Once again, the "model minority" myth surrounding
Asian Americans is held up as the primary reason Asian American
students at the Claremont Colleges do not need a central facility.
It is simply not true that Asian American students across
the board are "high achievers." If they are, by
what standard and compared to whom? At Pitzer College, for
example, Asian American students show lower retention rates
than other students and are one of the largest "groups"
of students consistently on academic probation.
And perhaps more significant, this is the same response and
rationale that the Presidents of the College put forward in
their response to the first proposal 14 years ago. This is
disturbing because it points to our institutions' failure
to change over time, despite expressed commitments to "diversity
of students and faculty and in student services. Considering
that all five undergraduate colleges received Irvine diversity
grants this year, the administrative rhetoric surrounding
the Asian American Student Center is ironic, to put it mildly.
In its letter, the Presidents' Council attempts to emphasize
so-called academic "successes" and, by implication,
their absence among the "Black, Chicano/Latino population."

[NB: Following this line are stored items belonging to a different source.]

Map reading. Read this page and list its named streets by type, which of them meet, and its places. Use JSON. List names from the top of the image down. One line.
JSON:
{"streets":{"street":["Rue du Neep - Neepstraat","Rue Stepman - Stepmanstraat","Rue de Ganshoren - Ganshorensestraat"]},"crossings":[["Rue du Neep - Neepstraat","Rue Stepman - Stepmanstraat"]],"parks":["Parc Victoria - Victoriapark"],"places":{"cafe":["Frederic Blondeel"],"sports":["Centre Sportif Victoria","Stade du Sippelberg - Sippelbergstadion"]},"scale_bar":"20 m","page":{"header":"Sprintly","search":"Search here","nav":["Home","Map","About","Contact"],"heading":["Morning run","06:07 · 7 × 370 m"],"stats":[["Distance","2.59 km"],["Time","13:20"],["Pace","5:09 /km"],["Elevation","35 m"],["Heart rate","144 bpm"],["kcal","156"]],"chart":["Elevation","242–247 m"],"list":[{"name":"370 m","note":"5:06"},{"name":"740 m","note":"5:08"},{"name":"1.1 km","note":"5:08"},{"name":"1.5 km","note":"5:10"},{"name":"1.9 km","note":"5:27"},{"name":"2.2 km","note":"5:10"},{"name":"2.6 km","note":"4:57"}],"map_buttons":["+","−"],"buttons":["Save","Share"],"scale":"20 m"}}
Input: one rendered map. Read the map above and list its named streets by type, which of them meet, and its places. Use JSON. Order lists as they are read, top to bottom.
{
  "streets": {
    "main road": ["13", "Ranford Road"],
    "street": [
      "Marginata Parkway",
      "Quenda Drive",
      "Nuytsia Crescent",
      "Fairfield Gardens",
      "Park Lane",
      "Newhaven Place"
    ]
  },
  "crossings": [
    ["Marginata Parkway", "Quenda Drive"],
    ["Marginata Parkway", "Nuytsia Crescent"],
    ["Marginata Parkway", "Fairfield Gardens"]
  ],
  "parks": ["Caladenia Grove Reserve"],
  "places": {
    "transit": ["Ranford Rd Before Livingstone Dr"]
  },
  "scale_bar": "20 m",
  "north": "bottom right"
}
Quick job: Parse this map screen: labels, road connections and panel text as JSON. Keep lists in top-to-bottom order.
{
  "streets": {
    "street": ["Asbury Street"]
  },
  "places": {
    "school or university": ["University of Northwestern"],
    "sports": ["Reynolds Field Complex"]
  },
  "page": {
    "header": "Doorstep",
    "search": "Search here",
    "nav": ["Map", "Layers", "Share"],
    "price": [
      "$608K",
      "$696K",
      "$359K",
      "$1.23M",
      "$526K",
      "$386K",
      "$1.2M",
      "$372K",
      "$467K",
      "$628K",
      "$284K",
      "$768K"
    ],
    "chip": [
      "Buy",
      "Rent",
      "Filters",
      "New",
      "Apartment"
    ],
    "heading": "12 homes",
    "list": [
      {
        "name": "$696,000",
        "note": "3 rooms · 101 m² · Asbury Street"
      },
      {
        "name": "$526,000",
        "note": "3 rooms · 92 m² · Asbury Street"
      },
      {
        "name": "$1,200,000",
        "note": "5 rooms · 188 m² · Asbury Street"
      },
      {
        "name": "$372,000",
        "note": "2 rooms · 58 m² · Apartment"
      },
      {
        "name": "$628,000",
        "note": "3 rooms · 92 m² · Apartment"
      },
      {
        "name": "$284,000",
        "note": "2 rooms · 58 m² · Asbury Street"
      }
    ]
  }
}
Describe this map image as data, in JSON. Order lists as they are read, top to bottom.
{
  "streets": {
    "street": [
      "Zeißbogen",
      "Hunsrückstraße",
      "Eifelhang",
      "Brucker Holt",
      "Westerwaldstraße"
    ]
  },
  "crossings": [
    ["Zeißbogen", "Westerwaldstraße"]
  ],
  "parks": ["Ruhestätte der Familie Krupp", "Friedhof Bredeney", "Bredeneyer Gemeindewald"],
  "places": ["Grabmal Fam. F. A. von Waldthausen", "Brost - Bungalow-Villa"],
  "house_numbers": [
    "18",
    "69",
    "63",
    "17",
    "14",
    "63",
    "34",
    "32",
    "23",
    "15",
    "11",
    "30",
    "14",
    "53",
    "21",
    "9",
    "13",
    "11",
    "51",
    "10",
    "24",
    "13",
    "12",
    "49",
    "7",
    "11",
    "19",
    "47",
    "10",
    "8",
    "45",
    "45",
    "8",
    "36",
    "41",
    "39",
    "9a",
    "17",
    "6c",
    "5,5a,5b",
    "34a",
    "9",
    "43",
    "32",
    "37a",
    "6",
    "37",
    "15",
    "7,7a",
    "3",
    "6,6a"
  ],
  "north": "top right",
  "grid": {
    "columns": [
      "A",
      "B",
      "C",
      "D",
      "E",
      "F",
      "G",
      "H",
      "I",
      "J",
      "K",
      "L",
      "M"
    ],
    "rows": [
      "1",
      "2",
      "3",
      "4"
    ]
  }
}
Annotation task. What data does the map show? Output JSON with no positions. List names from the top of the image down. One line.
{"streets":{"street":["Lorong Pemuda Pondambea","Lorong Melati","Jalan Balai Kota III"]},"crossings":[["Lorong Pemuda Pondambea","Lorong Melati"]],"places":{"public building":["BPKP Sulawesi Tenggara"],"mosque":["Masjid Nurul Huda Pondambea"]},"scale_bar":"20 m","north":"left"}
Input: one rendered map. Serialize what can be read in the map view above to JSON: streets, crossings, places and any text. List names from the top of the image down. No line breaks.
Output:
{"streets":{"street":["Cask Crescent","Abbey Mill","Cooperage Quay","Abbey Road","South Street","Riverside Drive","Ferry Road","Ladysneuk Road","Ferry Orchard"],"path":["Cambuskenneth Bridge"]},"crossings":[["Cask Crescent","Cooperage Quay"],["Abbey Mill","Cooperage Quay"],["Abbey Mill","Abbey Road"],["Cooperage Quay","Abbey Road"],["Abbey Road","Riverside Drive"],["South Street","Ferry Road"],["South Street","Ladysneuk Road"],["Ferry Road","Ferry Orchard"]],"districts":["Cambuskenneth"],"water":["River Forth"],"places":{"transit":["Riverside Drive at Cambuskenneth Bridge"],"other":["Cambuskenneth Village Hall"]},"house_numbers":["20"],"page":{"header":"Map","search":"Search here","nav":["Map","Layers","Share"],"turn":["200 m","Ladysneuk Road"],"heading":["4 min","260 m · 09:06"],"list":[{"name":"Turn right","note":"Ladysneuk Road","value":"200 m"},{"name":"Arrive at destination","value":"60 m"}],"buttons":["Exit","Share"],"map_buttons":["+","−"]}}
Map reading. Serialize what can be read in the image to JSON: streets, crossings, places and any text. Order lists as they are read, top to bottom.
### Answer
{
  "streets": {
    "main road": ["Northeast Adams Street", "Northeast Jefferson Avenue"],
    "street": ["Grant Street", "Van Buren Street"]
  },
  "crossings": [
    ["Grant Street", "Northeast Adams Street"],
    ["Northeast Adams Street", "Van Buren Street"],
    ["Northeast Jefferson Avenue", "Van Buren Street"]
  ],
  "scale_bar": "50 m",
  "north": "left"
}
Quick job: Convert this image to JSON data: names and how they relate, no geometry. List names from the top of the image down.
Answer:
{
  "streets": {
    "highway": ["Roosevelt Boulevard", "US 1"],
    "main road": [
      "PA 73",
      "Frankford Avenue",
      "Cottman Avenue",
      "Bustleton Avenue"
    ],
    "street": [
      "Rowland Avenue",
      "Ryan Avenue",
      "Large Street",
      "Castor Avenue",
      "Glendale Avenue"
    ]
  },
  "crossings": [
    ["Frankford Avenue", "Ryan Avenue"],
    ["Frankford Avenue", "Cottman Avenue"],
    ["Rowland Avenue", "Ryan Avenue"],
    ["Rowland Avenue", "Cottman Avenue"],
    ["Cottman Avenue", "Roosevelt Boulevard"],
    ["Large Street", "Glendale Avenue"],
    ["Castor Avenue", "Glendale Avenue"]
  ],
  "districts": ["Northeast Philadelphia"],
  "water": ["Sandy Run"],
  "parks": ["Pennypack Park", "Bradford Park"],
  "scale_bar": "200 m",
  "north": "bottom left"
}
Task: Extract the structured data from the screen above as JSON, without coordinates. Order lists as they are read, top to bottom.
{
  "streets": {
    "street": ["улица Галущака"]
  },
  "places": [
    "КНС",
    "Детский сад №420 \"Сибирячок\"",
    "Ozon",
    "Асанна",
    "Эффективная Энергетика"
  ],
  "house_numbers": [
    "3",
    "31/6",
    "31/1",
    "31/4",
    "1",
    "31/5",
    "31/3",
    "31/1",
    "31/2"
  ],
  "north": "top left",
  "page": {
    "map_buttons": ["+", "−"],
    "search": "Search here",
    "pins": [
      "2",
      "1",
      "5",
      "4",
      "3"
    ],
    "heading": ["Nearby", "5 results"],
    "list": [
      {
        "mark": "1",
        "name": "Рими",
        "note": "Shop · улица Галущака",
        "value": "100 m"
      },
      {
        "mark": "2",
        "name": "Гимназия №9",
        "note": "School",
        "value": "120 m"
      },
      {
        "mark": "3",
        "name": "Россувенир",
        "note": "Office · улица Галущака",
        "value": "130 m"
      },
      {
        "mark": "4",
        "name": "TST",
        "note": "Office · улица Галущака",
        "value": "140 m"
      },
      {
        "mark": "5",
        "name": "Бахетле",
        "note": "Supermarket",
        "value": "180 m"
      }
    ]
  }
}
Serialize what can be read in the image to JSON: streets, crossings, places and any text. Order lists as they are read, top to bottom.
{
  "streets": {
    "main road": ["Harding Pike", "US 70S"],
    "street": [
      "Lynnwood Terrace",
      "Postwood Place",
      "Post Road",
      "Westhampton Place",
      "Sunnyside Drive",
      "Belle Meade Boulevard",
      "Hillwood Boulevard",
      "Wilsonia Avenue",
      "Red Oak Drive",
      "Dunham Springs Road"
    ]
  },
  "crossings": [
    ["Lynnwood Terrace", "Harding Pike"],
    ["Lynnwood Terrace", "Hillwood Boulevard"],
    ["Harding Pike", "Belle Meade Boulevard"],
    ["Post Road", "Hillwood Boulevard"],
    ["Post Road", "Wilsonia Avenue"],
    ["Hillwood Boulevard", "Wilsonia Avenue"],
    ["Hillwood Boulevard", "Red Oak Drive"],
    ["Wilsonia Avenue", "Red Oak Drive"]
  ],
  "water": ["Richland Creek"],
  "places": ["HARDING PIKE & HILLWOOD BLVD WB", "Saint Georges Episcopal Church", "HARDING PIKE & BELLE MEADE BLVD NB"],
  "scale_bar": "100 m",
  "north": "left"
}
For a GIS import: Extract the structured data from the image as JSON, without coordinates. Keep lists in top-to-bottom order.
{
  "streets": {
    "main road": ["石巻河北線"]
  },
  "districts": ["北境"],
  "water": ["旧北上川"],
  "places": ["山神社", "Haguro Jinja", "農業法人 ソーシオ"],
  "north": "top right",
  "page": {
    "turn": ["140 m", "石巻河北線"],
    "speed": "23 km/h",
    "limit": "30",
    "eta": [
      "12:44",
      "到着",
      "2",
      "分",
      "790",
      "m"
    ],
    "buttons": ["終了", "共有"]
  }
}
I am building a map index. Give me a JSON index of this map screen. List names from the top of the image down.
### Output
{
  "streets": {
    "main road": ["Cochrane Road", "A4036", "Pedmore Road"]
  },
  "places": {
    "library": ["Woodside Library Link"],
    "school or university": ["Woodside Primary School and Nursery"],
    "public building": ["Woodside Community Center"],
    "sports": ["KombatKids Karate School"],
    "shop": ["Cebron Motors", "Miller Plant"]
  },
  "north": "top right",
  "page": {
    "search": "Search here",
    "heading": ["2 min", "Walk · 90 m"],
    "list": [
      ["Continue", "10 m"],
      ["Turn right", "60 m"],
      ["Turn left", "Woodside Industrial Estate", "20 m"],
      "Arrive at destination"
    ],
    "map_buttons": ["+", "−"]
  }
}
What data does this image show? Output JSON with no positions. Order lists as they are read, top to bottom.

To reiterate the quotation above: "We view the needs
of Asian American students as being different from those of
Chicano/Latino and Black students. That view fails to recognize
the efforts of the existing centers, OBSA and CLSA, to meet
the socio-cultural needs of Chicano/Latino and Black students
and to provide safe spaces for students of color who are intensely
marginalized at these colleges.
In arguing that the "academic" needs of Black and
Latino students are most important for the existence of these
resource centers for those groups, and that Asian American
students do not have "academic" needs, the entire
discussion becomes relatively limited by a narrow definition
of academic life. As students at a residential college, our
academic life includes not only the grades we receive in our
classes, but the interaction we have with professors, mentors,
and other students-in our dorms, and elsewhere.
The Council's position overlooks and ignores the serious
academic and curricular difficulties facing Asian American
students. In addition, a narrow reading of "student services"
as grade-centric ignores the prevalence of white privilege
that pervades the institutional structures of our colleges
through other areas such as programming, financial aid, curriculum,
and admissions.
Asian American students are once again held up as some twisted
"model minority," implying that other student populations
need only pull themselves up by their bootstraps and adjust
their "cultural practices" if they want to make
it to this "model" position. The students of color
are being pitted against each other and set (from the perspective
of CUC) in competition for "limited resources" at
the Colleges. Underlying much of this discussion is the fact
that discourses on race in higher education are still largely
limited by a black-white binary that operates under amorphous
and highly apolitical notions of "culture."
The letter from Gann is essentially a rejection of the student
center, even though it suggests that the CUC is taking the
students' concerns seriously. The consortium says it will
research the claims regarding the needs of Asian American
students-as expressed by Asian American students-even though
the presidents seem to believe them a illegitimate.
We are being told that our collective experiences as students
at the Claremont Colleges are somehow unqualified. Who then,
is "qualified" to speak for us? This letter from
CUC seems to be an attempt to portray an administration committed
to addressing the needs of the Asian American students, without
approving the request for a central facility or making concrete
institutional adjustments to address our needs.